Several vulnerabilities have been discovered in Tunapie, a GUI frontend to video and radio streams. The Common Vulnerabilities and Exposures project identifies the following problems: CVE-2009-1253 Kees Cook discovered that insecure handling of temporary files may lead to local denial of service through symlink attacks. CVE-2009-1254 Mike Coleman discovered that insufficient escaping of stream URLs may lead to the execution of arbitrary commands if a user is tricked into opening a malformed stream URL.

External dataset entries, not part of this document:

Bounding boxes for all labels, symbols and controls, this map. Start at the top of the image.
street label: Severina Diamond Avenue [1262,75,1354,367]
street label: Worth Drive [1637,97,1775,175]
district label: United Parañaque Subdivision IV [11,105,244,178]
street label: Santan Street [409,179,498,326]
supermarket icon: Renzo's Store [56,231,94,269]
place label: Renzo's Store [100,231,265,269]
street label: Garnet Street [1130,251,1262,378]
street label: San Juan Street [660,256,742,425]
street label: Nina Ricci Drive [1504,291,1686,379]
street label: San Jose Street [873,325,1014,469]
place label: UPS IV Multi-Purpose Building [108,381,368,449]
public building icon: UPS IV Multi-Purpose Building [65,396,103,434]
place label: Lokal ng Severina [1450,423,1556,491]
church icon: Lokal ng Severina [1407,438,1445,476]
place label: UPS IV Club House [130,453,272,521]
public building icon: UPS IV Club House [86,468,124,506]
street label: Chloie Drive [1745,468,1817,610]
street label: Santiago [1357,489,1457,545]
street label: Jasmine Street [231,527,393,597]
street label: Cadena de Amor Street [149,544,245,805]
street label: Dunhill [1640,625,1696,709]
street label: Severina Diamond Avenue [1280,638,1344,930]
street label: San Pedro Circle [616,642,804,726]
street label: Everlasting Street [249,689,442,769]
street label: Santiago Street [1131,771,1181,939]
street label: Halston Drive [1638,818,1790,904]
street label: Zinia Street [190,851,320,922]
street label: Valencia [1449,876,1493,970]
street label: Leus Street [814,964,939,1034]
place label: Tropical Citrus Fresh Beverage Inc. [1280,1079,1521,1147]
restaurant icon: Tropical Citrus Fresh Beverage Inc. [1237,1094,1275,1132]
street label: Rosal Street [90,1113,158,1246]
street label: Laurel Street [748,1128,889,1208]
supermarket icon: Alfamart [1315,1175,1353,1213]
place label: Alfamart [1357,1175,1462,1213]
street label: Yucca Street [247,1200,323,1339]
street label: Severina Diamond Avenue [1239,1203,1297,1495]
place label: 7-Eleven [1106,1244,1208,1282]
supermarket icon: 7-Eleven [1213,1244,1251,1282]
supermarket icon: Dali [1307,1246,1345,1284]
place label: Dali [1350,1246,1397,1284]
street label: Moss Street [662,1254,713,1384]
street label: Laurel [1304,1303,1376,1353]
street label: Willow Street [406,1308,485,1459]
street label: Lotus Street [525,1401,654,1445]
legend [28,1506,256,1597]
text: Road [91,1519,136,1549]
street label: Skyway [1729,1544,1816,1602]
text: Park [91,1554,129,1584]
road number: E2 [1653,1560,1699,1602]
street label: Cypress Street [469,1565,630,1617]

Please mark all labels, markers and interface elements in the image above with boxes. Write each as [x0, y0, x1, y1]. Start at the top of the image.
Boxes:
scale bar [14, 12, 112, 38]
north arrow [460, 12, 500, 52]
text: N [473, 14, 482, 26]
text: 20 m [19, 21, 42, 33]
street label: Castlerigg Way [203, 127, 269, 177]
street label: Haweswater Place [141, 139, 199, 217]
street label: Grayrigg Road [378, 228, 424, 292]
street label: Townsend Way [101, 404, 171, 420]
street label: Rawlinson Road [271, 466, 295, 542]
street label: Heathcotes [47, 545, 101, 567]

Created attachment 187655 [details, diff] tunapie-CVE-2009-1253+1254.patch
Ubuntu bug: https://bugs.launchpad.net/bugs/314591
CVE-2009-1253 (http://nvd.nist.gov/nvd.cfm?cvename=CVE-2009-1253): James Stone Tunapie 2.1 allows local users to overwrite arbitrary files via a symlink attack on an unspecified temporary file. CVE-2009-1254 (http://nvd.nist.gov/nvd.cfm?cvename=CVE-2009-1254): James Stone Tunapie 2.1 allows remote attackers to execute arbitrary commands via shell metacharacters in a stream URL.
fixed in 2.1.16. Please bump.
(In reply to comment #4) > fixed in 2.1.16. Please bump. > Thanks Robert Bumped to 2.1.17 and removed old versions since there was no stable, please just close this if you agree that there is no need for glsa.
thanks, closing with no GLSA since it's ~arch.